Exact copy, no pictures: return all the data below as written.

Stored data entries
════════

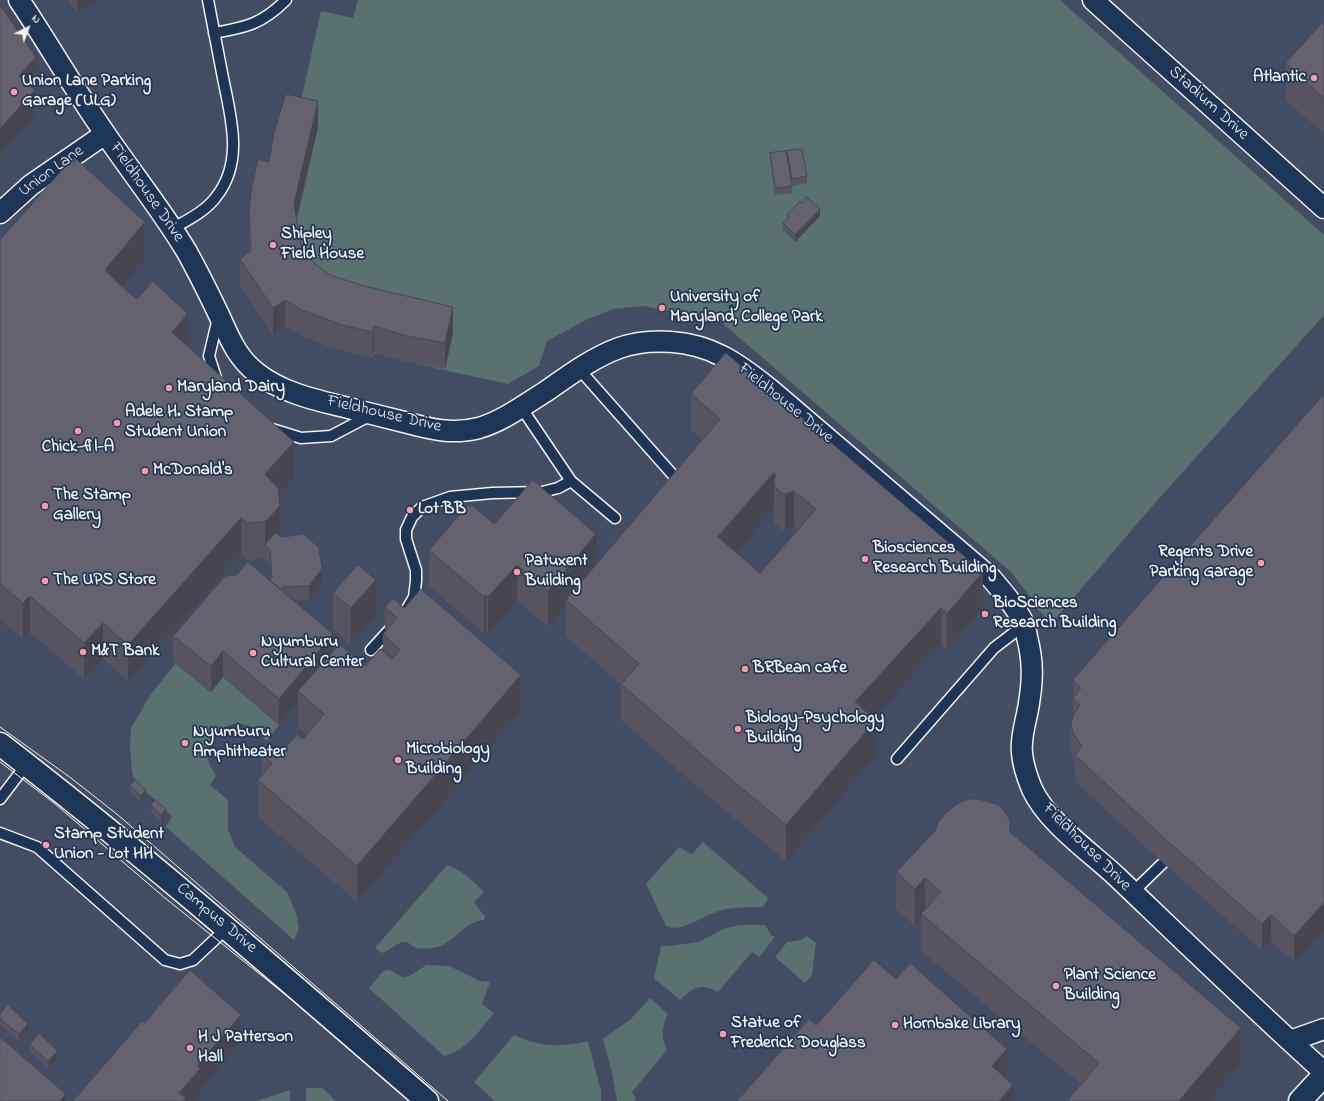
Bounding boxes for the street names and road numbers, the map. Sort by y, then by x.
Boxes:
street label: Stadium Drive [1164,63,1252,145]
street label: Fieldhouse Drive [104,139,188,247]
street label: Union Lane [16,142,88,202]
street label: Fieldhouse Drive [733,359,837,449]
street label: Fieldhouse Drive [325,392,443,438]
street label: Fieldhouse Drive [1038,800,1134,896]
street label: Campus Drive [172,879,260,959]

════════

__Response to this task__.
Bounding boxes for the street names and road numbers, the map. Sort by y, then by x.
Boxes:
street label: Stadium Drive [1164,63,1252,145]
street label: Fieldhouse Drive [104,139,188,247]
street label: Union Lane [16,142,88,202]
street label: Fieldhouse Drive [733,359,837,449]
street label: Fieldhouse Drive [325,392,443,438]
street label: Fieldhouse Drive [1038,800,1134,896]
street label: Campus Drive [172,879,260,959]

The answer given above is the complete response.